London taxpayers foot unfair bill for Crossrail, says Assembly

23 Feb 10
The financing of the £16bn Crossrail project is over-reliant on the contribution of the capital’s taxpayers, London Assembly members have claimed
By Vivienne Russell

23 February 2010

The financing of the £16bn Crossrail project is over-reliant on the contribution of the capital’s taxpayers, London Assembly members have claimed.

In a report published today, the Assembly’s Transport Committee questions why London is contributing more than half of the funding for a project that is expected to generate £22bn for central government in increased tax take and fare profits.

The committee highlights that a fifth of the Crossrail stations  – 8 out of 37 – are located outside Greater London yet only London businesses are contributing to Crossrail through business rates.

It recommends that, should any additional funding be required, the Crossrail levy be extended to relevant areas outside the capital.

The report, Light at the end of the tunnel, is also critical of Crossrail Ltd’s ‘poor handling’ of the compulsory purchase procedure in Soho.
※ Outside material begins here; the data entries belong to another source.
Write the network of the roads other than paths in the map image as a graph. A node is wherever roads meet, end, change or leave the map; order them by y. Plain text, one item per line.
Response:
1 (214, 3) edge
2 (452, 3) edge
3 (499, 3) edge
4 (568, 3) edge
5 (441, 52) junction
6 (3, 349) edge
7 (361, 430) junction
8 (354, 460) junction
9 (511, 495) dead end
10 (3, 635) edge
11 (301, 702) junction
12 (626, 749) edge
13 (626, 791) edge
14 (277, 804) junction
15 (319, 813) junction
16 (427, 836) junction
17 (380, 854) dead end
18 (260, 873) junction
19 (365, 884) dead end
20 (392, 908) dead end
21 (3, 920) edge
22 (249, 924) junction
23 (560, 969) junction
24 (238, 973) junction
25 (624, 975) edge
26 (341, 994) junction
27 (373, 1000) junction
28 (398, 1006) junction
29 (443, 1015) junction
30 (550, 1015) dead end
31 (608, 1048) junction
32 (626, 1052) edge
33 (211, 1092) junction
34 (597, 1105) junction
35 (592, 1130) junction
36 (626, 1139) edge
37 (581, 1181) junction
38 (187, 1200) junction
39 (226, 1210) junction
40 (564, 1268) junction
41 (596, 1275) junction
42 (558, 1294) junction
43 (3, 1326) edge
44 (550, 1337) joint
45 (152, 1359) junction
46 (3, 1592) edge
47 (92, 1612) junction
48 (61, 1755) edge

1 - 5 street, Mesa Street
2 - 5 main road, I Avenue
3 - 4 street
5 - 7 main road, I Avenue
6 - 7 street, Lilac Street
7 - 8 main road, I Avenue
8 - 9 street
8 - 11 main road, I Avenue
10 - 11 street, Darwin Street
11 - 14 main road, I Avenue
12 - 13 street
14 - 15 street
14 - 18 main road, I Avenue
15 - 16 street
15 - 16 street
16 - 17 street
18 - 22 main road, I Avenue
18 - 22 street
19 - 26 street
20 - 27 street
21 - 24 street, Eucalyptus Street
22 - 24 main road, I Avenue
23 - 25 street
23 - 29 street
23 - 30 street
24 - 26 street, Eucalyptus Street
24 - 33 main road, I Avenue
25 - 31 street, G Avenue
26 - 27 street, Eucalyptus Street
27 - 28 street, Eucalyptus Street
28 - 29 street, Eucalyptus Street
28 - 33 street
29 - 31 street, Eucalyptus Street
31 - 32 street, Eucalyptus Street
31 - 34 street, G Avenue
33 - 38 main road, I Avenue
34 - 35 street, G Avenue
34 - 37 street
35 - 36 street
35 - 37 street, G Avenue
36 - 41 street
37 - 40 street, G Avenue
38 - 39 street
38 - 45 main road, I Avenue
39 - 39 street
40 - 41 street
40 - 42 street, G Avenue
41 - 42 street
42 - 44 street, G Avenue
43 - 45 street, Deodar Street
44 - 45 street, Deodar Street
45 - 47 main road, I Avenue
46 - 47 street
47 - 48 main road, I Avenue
There are a range of disputes relating to notice periods, the amount of compensation offered and support with relocation.

Committee chair Caroline Pidgeon said: ‘Disruption and displacement are inevitable consequences of building a new rail link through central London, but Crossrail’s initial dealings with displaced businesses and residents have been very disappointing. We hope they have learned lessons from these early experiences.’